地方を旅行したり、出張に行ったりするたびに若い人に聞いてみるんですね。もちろん旅行者としてだから、情報が限られていますが、ボート屋のお兄さんとかにインタビューしてみる。何が一番大変かと聞くと、「上の人がどかないから、上がれない」って言う答えが驚くほどある。
- 佐々木
そうすると、長寿立国としては、企業の経営組織も、なんとか協会も、重鎮が「どうぞ」と席を譲る必要がある。
- 川本
若い人の意欲を生かす構造を作らなければいけない。
- 佐々木
でも彼ら重鎮が、何らかの次の役割なり場所を見つけない限り、そこに居続けるでしょうね。
- 川本
NPOとか、若い人への教育係とか、あるいは起業してもいいと思います、75歳とかでも。
- 佐々木
韓国が、その点は素晴らしいと思うんです。私がユニカルインターナショナルを起業した23年前は、韓国のほうが男尊女卑は激しく、ビジネスウーマンの苦労話を韓国女性たちにずいぶん聞かされましたが、2年前に韓国のビジネスフォーラムに招かれスピーチをしてみると、韓国のビジネス界は、経営者がほとんど40代・50代になっている。それもほとんどの経営者が、ハーバード、スタンフォード、イェールなどに留学していて、アメリカを中心に強いビジネスネットワークを持っていて、英語を流暢に話す。多様性の重要性も深く理解している様子でした。それで、彼らの悩みは「国民の意識がまだそこまで行っていない」ということでした。

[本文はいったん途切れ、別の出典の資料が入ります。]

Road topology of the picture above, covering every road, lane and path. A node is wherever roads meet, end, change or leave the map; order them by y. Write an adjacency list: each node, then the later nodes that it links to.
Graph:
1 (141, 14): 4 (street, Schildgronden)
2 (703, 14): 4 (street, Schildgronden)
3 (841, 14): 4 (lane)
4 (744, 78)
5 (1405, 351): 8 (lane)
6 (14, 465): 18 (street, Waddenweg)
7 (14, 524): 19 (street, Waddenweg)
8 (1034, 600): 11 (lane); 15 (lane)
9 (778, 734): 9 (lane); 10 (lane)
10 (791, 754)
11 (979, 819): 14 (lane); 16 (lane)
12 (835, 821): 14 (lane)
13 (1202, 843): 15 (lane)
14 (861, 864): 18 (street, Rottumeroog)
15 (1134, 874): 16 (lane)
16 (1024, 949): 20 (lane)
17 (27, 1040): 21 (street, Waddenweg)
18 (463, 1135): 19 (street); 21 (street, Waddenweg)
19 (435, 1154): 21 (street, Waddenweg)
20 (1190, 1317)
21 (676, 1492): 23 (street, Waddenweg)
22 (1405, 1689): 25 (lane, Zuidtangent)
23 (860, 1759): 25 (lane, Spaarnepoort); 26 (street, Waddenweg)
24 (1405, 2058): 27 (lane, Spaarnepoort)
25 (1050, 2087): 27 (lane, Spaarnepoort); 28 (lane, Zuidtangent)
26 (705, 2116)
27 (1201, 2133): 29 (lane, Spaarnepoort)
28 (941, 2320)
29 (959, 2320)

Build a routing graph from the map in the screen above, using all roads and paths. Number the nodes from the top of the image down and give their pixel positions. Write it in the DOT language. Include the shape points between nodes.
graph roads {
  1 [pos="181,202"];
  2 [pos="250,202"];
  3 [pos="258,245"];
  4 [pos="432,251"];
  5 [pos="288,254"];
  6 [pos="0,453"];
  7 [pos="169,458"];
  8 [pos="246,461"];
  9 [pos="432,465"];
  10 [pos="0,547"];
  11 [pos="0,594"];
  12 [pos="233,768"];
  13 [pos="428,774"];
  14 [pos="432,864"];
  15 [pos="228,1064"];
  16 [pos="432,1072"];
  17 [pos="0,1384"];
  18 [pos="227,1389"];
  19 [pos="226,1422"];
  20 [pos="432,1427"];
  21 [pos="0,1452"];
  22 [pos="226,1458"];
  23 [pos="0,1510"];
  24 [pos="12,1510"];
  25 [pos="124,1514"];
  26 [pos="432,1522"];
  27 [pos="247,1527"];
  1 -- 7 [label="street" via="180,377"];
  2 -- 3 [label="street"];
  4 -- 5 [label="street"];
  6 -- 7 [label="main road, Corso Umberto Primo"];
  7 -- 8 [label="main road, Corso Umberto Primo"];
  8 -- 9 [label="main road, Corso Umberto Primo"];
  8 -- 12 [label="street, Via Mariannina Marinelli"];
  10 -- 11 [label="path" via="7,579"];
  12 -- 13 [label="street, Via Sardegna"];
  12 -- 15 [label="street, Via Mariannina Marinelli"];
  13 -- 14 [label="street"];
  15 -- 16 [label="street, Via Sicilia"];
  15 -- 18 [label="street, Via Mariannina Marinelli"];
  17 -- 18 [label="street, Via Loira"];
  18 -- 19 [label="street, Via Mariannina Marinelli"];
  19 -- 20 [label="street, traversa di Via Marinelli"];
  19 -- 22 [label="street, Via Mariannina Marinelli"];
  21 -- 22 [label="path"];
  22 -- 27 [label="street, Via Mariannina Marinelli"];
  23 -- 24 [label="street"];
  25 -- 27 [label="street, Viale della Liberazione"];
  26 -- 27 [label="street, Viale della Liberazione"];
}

日本と全く逆なんです。日本は女性たちの意識も技術も上がっていますが、経営層の年齢が高く、多様性とは遠いところにあります。
- 川本
2大政党制も日本だけない。台湾も韓国も政権選択を過去にしています。そういう意味では、我々のシステムはこの20年ぐらい、本当に止まっていますよね。
- 佐々木
なぜ止まったんでしょう?
- 川本
何とか持っちゃった、ということですかね。だからこの20年で国の借金がこんなに増えちゃっている。もう信じられない増え方です。うまくいっていなかったのに、小泉さんが出て、自民党が続いてしまった、ということもありました。自民党のマニフェストで、「モデルチェンジをする」と書いてあった。モデルチェンジというのは、自動車でもそうだけれど、前の型を新しくする話。自動車をバイクにするとか、飛行機にするとか、徒歩にするという変化ではない。なので、これはやっぱり違う、と。